Freddie Hubbard: Il jazz è una forma d’arte in continua evoluzione, e io ho sempre voluto essere parte di quel cambiamento. Ogni musicista con cui ho suonato mi ha insegnato qualcosa, e credo che questa apertura abbia arricchito la mia musica.

Francesco Cataldo Verrina: Le sue registrazioni con il V.S.O.P. Quintet, accanto a Hancock, Shorter, Carter e Williams, sono viste come una celebrazione della tradizione hard bop. Credeva che quel progetto fosse un modo per riaffermare il valore della musica che aveva contribuito a plasmare?

Freddie Hubbard: Certamente. Il V.S.O.P. era la dimostrazione che il hard bop aveva ancora rilevanza e potenza, anche se la scena musicale stava cambiando.
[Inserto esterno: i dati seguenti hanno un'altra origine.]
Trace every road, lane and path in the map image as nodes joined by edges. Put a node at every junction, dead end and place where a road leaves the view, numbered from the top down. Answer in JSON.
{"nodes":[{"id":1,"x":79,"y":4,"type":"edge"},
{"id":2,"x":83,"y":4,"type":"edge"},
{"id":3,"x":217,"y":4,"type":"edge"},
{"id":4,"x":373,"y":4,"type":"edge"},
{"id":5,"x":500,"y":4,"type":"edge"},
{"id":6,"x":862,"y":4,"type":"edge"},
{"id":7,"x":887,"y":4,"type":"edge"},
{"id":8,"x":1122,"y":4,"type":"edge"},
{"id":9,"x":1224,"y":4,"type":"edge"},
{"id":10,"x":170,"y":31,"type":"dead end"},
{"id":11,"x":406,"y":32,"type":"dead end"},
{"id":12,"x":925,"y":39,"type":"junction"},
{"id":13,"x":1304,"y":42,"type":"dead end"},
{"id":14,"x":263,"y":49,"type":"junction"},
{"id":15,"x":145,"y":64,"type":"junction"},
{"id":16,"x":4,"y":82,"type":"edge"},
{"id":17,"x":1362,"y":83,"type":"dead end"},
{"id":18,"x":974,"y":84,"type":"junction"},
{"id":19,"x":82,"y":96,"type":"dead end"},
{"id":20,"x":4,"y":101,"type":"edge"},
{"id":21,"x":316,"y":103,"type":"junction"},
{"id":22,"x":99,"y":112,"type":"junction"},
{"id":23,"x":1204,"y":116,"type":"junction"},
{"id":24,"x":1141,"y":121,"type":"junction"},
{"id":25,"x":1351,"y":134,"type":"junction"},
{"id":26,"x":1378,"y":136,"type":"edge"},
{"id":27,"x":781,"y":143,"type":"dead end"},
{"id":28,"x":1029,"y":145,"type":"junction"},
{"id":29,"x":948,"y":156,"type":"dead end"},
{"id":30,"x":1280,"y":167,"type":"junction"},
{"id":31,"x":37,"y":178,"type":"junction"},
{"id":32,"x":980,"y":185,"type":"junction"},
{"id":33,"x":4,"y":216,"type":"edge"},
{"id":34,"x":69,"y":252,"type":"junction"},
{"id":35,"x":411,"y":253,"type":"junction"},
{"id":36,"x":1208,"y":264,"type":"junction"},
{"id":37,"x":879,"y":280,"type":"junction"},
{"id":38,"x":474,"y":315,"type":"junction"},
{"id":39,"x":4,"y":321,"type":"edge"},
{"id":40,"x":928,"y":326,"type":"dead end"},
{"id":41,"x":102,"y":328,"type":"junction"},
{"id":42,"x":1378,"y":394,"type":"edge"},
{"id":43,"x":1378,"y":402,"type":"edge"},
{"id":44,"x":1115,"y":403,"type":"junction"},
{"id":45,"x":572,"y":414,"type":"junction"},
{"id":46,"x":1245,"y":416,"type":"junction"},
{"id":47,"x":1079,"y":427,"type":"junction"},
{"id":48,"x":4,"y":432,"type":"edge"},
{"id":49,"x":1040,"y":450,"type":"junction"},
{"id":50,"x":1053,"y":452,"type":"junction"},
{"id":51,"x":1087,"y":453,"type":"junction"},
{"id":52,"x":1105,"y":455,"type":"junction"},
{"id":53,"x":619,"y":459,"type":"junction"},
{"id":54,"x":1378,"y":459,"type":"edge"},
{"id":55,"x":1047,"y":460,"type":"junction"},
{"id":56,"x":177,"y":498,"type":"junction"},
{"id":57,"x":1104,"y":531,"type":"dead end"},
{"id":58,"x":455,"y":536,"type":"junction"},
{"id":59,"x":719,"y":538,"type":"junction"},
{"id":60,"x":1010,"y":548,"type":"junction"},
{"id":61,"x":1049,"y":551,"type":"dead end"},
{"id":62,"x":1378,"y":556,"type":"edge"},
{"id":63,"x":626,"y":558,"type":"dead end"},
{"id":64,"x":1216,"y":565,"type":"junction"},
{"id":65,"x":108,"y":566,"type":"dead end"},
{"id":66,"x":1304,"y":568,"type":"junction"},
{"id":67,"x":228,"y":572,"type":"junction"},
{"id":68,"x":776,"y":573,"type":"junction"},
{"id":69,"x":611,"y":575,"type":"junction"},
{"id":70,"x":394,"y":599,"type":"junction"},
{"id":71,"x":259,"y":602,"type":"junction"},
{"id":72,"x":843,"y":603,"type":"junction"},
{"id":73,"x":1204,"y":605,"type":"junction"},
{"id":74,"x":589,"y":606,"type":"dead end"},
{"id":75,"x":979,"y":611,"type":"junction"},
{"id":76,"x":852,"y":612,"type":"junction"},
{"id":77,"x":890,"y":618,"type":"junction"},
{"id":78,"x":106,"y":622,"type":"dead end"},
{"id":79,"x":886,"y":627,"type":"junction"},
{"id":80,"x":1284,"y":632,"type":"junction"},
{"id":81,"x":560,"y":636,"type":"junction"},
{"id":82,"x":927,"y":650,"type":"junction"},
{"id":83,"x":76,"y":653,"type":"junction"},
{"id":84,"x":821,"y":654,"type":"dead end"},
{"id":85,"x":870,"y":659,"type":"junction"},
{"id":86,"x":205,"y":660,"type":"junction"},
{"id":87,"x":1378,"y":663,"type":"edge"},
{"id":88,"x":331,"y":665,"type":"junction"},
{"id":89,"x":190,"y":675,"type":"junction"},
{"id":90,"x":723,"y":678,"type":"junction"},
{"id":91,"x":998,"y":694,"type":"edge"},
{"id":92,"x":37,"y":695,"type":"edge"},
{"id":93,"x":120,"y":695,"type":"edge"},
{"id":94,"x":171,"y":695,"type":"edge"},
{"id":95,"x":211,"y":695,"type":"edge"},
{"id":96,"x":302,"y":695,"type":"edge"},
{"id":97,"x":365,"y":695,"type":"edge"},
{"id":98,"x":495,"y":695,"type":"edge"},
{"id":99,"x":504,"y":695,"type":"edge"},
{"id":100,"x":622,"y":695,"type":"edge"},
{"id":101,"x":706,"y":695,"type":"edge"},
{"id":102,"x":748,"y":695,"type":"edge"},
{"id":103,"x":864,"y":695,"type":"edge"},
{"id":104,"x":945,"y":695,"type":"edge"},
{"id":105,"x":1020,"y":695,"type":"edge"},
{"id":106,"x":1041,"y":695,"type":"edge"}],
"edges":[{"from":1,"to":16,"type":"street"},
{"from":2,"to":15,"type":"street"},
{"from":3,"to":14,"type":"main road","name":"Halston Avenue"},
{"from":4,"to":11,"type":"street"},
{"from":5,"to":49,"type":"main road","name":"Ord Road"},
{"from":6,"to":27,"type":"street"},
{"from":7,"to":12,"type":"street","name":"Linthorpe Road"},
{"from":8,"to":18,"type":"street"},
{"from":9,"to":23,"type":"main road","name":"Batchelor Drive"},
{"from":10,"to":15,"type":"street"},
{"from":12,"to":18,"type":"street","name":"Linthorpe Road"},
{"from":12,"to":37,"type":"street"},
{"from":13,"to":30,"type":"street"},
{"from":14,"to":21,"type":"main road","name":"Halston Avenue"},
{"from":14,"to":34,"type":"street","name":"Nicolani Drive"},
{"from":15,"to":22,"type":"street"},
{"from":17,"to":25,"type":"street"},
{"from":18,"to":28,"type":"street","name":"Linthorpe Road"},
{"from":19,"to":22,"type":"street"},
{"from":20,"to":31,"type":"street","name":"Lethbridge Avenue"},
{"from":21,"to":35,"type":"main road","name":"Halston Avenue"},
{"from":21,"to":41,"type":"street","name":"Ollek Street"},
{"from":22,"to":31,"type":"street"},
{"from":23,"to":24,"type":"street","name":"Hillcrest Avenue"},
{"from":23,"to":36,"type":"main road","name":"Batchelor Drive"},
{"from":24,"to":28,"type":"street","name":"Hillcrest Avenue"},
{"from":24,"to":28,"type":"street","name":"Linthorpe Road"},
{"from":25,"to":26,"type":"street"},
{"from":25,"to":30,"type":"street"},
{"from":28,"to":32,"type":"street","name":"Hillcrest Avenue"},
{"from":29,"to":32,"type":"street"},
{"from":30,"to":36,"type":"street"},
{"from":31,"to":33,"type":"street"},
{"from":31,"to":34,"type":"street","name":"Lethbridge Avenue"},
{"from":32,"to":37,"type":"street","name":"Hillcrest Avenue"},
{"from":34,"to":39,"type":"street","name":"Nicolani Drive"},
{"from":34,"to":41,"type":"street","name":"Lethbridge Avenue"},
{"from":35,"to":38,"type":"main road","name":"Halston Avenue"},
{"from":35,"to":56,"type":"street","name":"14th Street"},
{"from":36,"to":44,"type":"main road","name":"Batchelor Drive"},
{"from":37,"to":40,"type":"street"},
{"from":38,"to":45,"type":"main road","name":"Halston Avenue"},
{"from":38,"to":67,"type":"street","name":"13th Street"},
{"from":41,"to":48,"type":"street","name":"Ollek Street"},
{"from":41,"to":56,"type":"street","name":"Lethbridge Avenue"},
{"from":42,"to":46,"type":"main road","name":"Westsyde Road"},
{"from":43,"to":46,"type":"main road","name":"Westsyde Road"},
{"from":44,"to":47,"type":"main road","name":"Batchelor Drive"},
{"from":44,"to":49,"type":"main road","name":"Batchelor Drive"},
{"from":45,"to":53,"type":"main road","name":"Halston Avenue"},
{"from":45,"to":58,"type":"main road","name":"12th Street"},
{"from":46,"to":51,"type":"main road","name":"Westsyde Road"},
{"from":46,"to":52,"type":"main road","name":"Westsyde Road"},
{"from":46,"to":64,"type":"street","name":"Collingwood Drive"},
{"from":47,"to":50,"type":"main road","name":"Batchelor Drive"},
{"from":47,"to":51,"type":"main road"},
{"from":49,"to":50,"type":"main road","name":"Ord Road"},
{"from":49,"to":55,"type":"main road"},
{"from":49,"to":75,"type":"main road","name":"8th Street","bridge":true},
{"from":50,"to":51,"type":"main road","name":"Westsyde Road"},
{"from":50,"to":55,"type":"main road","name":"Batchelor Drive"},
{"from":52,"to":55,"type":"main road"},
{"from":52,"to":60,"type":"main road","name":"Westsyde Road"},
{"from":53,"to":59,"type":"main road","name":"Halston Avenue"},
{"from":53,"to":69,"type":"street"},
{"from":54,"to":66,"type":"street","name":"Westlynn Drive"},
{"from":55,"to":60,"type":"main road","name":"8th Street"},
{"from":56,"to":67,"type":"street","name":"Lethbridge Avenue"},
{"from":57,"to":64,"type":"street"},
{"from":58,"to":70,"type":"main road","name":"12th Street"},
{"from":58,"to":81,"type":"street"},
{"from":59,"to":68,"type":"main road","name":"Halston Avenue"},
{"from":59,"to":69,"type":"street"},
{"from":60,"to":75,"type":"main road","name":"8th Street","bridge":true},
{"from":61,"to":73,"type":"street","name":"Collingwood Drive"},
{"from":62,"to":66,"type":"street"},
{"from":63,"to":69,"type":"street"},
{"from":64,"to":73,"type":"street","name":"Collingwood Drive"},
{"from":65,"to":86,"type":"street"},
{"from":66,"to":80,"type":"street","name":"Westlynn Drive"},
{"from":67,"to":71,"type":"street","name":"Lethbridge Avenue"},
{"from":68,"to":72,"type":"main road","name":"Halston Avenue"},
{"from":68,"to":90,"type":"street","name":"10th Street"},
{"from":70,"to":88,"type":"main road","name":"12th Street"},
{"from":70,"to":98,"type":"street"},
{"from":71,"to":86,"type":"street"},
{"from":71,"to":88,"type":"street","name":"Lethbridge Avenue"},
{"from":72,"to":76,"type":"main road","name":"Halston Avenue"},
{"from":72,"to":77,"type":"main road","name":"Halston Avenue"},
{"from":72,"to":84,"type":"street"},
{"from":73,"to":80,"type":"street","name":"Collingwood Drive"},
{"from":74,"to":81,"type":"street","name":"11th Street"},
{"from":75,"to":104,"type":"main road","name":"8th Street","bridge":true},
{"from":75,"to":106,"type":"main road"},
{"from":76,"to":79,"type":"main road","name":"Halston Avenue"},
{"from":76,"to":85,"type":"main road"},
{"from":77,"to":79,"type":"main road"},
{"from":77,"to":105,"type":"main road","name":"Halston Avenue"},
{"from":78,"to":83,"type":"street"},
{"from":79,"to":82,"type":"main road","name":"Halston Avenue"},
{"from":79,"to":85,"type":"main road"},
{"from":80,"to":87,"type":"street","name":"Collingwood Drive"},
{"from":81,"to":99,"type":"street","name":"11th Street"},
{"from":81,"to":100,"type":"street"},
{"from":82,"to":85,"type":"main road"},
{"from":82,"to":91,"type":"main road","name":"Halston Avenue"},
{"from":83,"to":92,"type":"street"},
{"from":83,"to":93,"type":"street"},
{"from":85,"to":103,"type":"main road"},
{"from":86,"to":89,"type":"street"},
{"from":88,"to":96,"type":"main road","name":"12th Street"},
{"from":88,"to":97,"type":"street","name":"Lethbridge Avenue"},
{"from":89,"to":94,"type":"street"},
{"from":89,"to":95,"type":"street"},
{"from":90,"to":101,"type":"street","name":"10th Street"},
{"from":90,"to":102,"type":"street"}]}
Era un ritorno alle radici, ma senza nostalgia, piuttosto con la volontà di portare quella tradizione nel presente.

Francesco Cataldo Verrina: In conclusione, nel corso della sua carriera ha attraversato fasi di grande sperimentazione e momenti più legati alla tradizione. Cosa pensa della sua eredità nel jazz?

Freddie Hubbard: Ho sempre cercato di essere autentico. Se la mia musica ha influenzato, ed influenza, altri, o ispirato nuove generazioni di trombettisti, allora sento di aver fatto qualcosa di significativo.